Data to use »
- - - - - - -

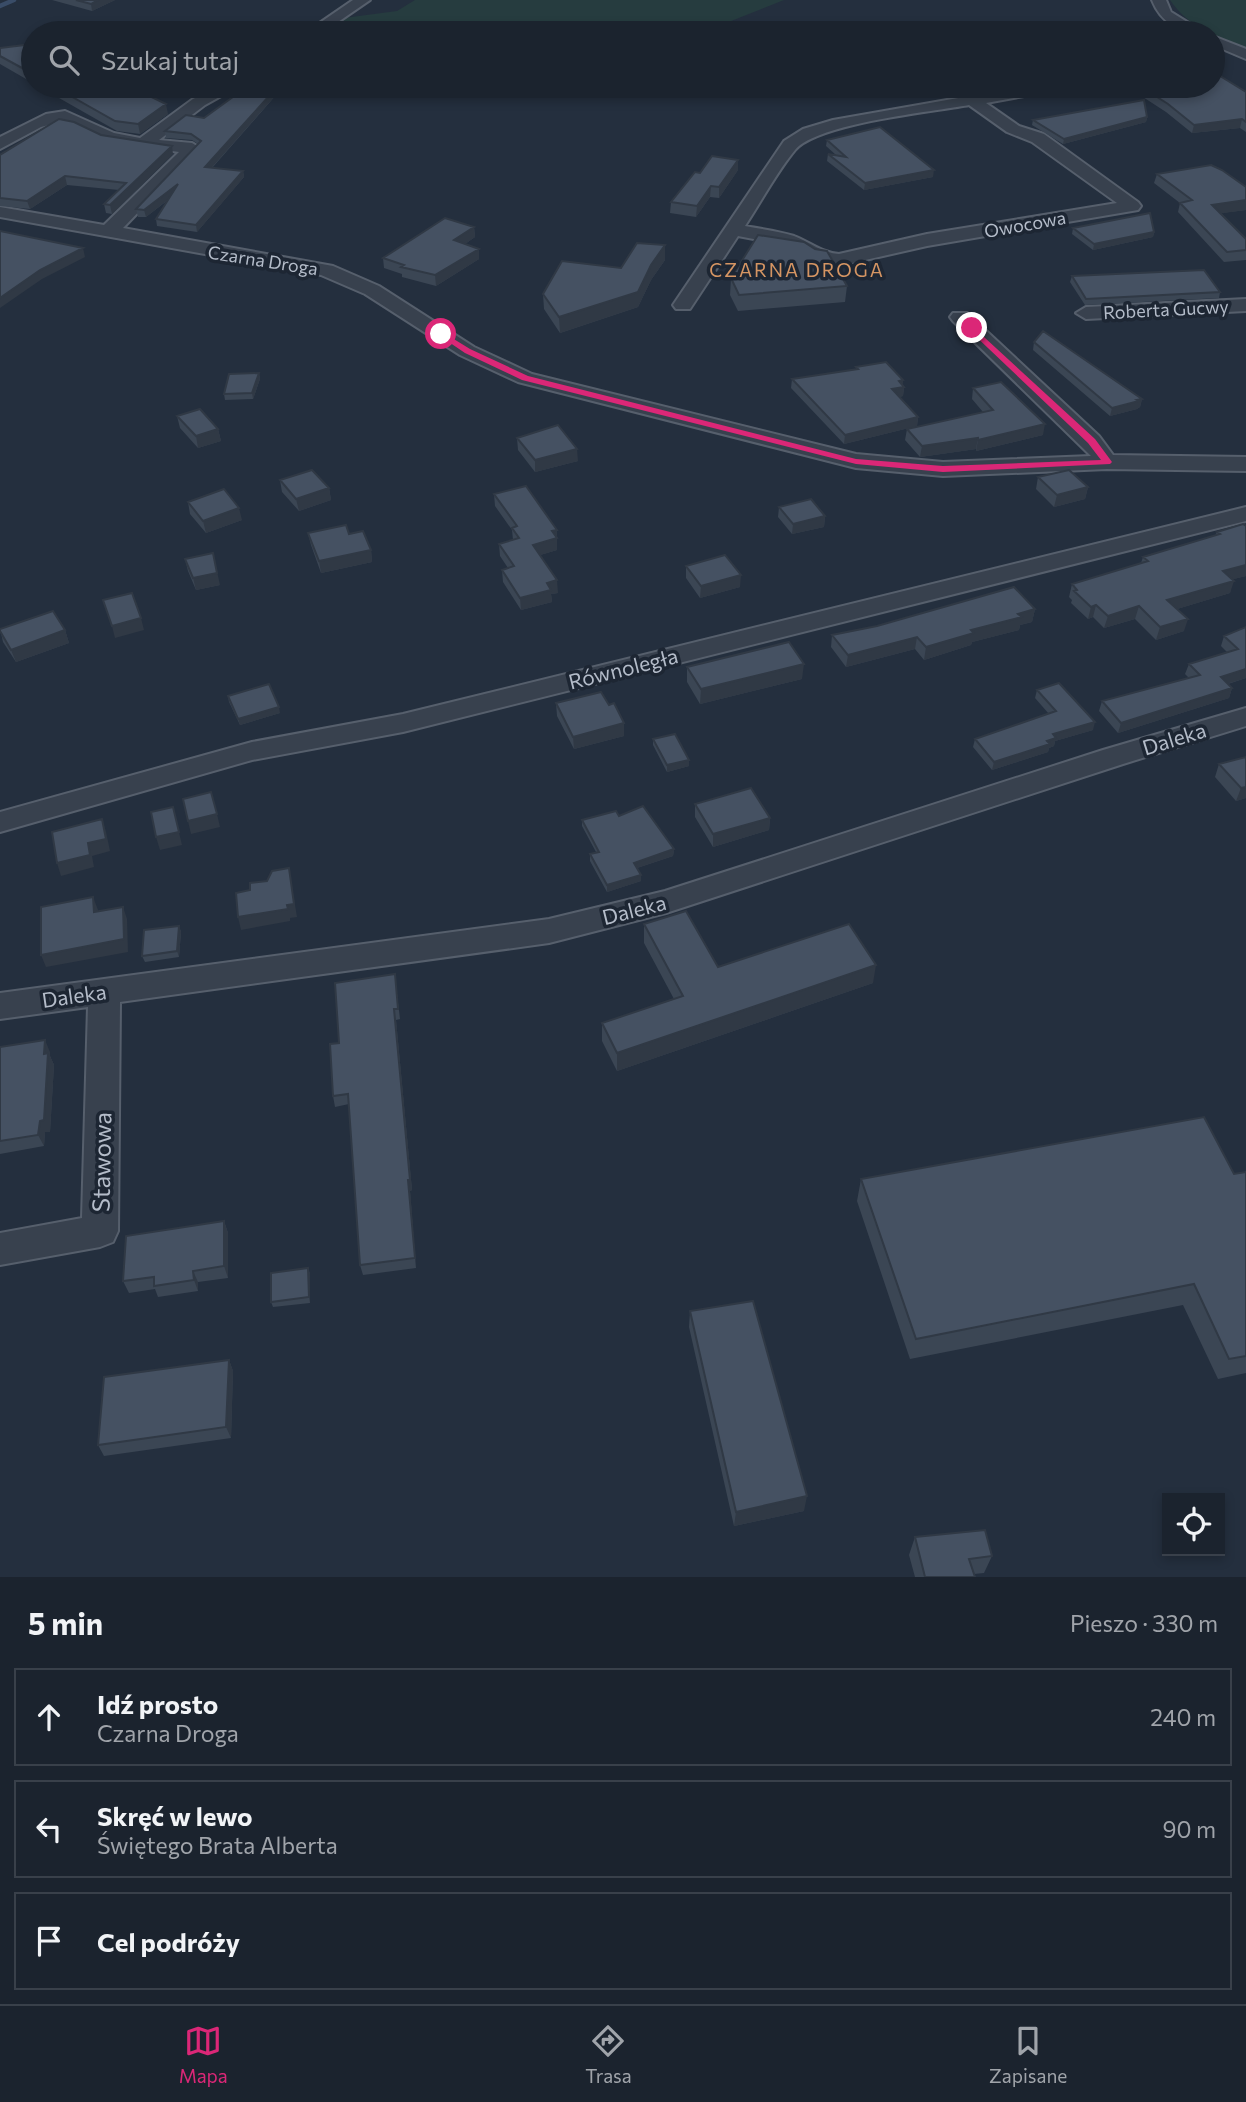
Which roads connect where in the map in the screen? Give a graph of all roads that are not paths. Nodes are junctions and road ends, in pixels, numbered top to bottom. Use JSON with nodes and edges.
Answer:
{"nodes":[{"id":1,"x":363,"y":0,"type":"edge"},
{"id":2,"x":1159,"y":0,"type":"edge"},
{"id":3,"x":331,"y":21,"type":"edge"},
{"id":4,"x":1178,"y":21,"type":"edge"},
{"id":5,"x":1225,"y":45,"type":"edge"},
{"id":6,"x":1243,"y":53,"type":"edge"},
{"id":7,"x":1225,"y":55,"type":"edge"},
{"id":8,"x":207,"y":98,"type":"edge"},
{"id":9,"x":983,"y":98,"type":"edge"},
{"id":10,"x":972,"y":100,"type":"junction"},
{"id":11,"x":144,"y":143,"type":"junction"},
{"id":12,"x":0,"y":144,"type":"edge"},
{"id":13,"x":0,"y":212,"type":"edge"},
{"id":14,"x":734,"y":230,"type":"junction"},
{"id":15,"x":107,"y":232,"type":"junction"},
{"id":16,"x":1246,"y":304,"type":"edge"},
{"id":17,"x":683,"y":305,"type":"dead end"},
{"id":18,"x":1086,"y":313,"type":"dead end"},
{"id":19,"x":960,"y":317,"type":"dead end"},
{"id":20,"x":1107,"y":462,"type":"junction"},
{"id":21,"x":1246,"y":464,"type":"edge"},
{"id":22,"x":1246,"y":514,"type":"edge"},
{"id":23,"x":1246,"y":717,"type":"edge"},
{"id":24,"x":0,"y":822,"type":"edge"},
{"id":25,"x":104,"y":991,"type":"junction"},
{"id":26,"x":0,"y":1006,"type":"edge"},
{"id":27,"x":0,"y":1249,"type":"edge"}],
"edges":[{"from":1,"to":3,"type":"street"},
{"from":2,"to":4,"type":"street"},
{"from":5,"to":6,"type":"street"},
{"from":6,"to":7,"type":"street"},
{"from":8,"to":11,"type":"street"},
{"from":9,"to":10,"type":"street"},
{"from":10,"to":14,"type":"street"},
{"from":10,"to":14,"type":"street","name":"Owocowa"},
{"from":11,"to":12,"type":"street"},
{"from":11,"to":15,"type":"street"},
{"from":13,"to":15,"type":"street","name":"Czarna Droga"},
{"from":14,"to":17,"type":"street"},
{"from":15,"to":20,"type":"street","name":"Czarna Droga"},
{"from":16,"to":18,"type":"street","name":"Roberta Gucwy"},
{"from":19,"to":20,"type":"street"},
{"from":20,"to":21,"type":"street","name":"Czarna Droga"},
{"from":22,"to":24,"type":"street","name":"Równoległa"},
{"from":23,"to":25,"type":"street","name":"Daleka"},
{"from":25,"to":26,"type":"street","name":"Daleka"},
{"from":25,"to":27,"type":"street","name":"Stawowa"}]}
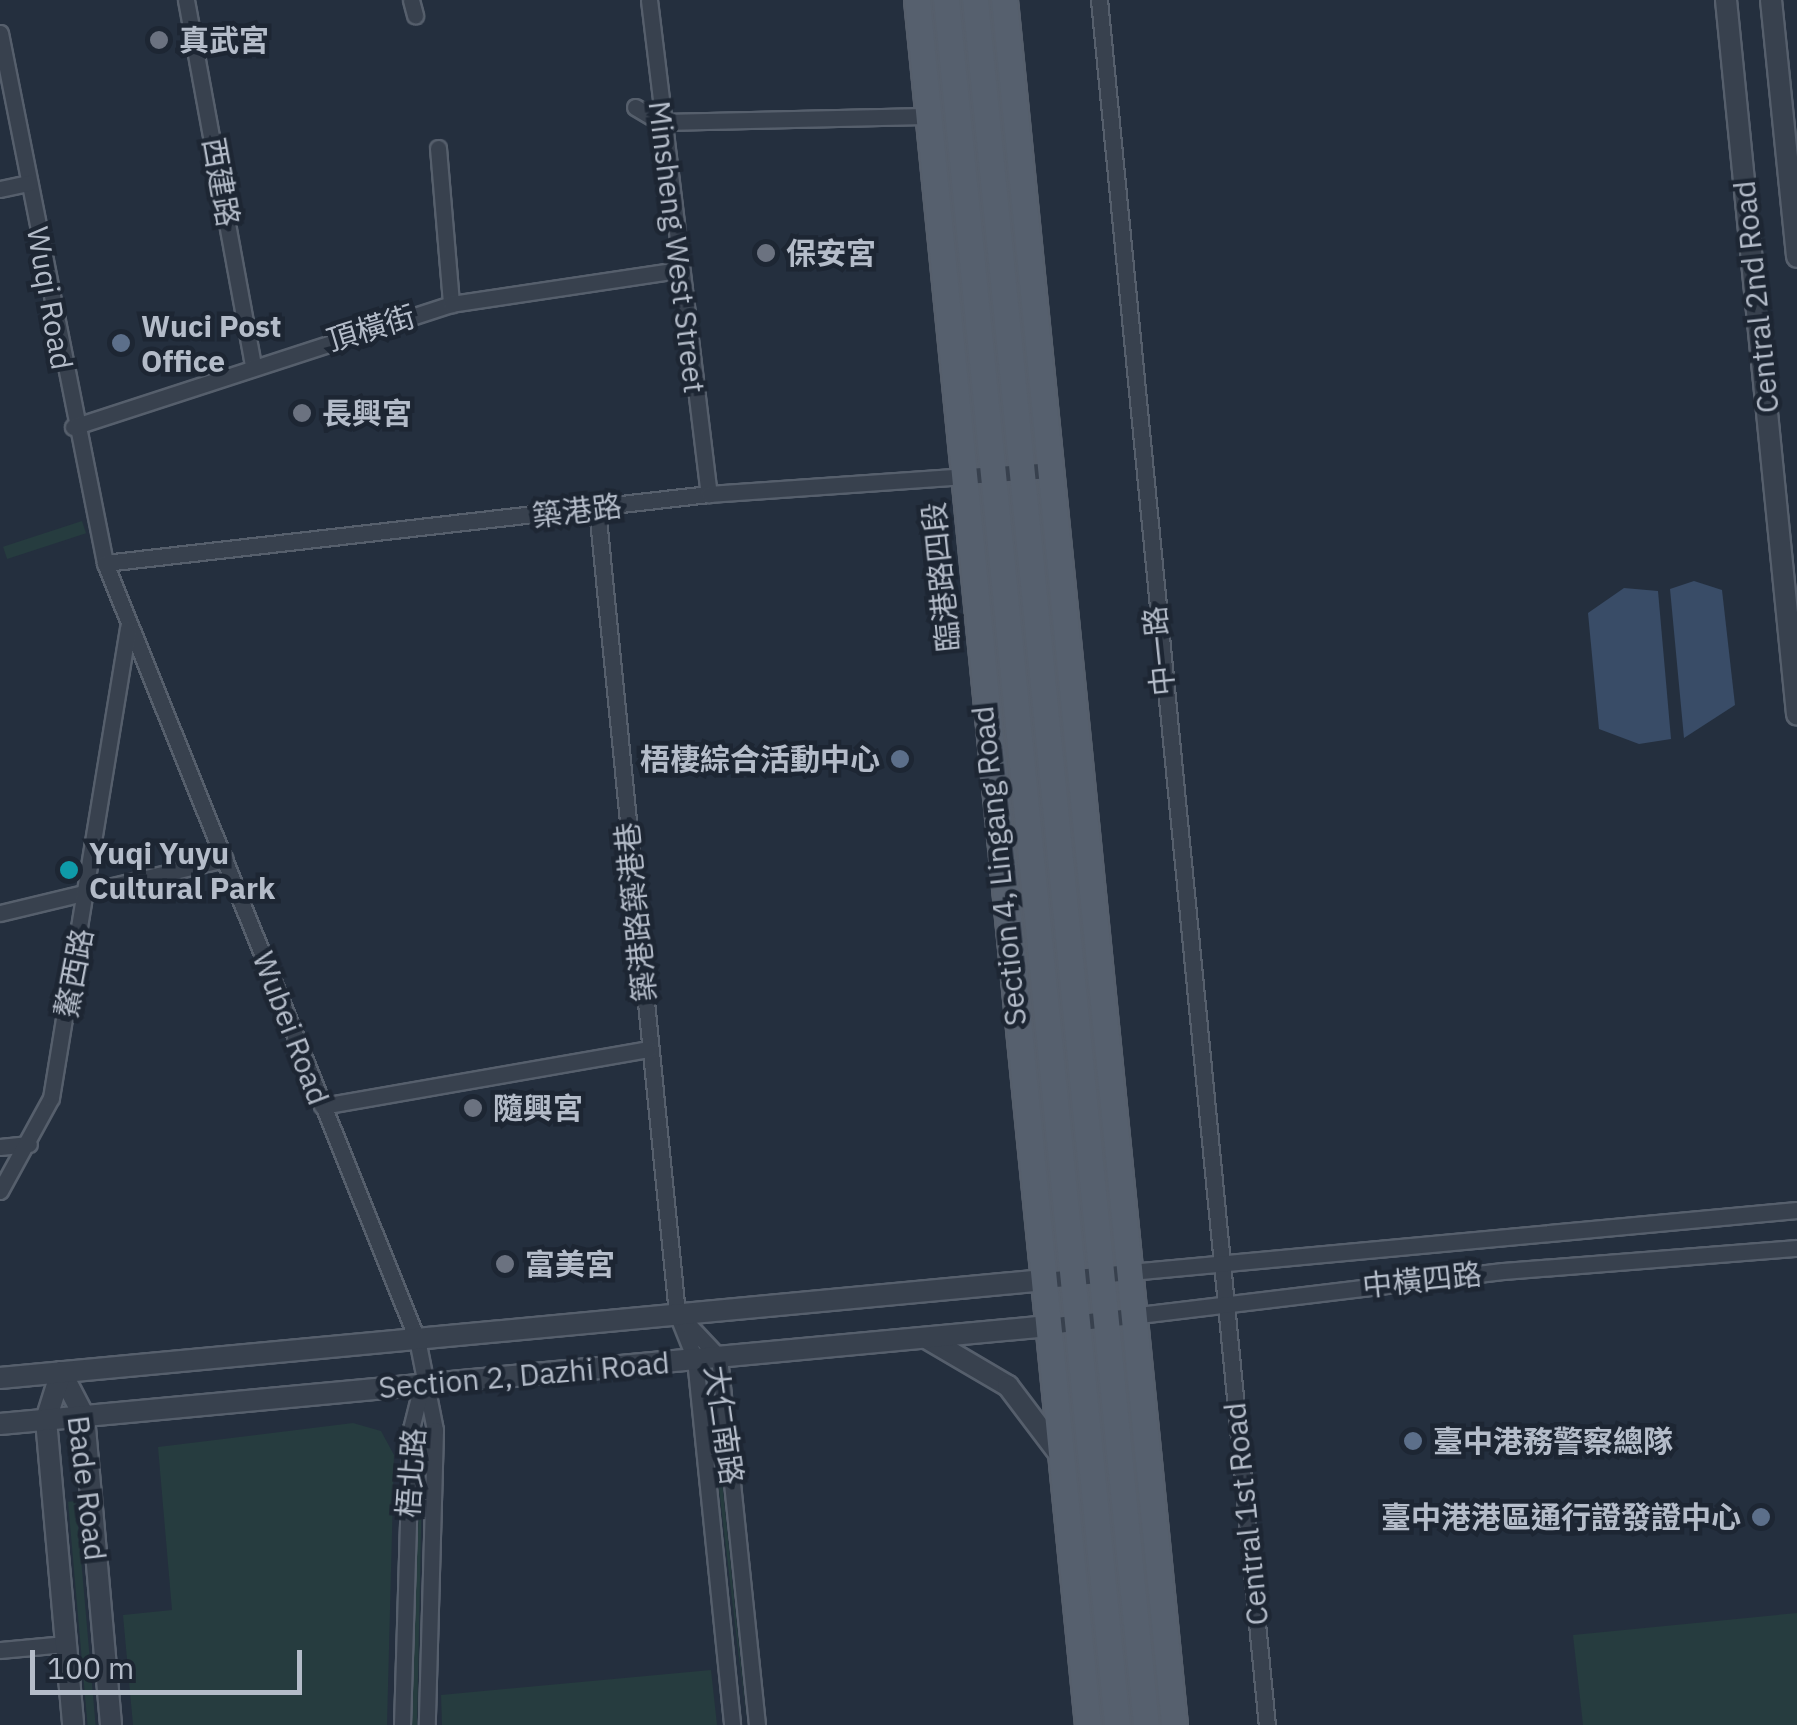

- - - - - - -

What is needed »
The answer should be all lines from the entries above that hold the word "Czarna".

Output of the exercise »
{"from":13,"to":15,"type":"street","name":"Czarna Droga"},
{"from":15,"to":20,"type":"street","name":"Czarna Droga"},
{"from":20,"to":21,"type":"street","name":"Czarna Droga"},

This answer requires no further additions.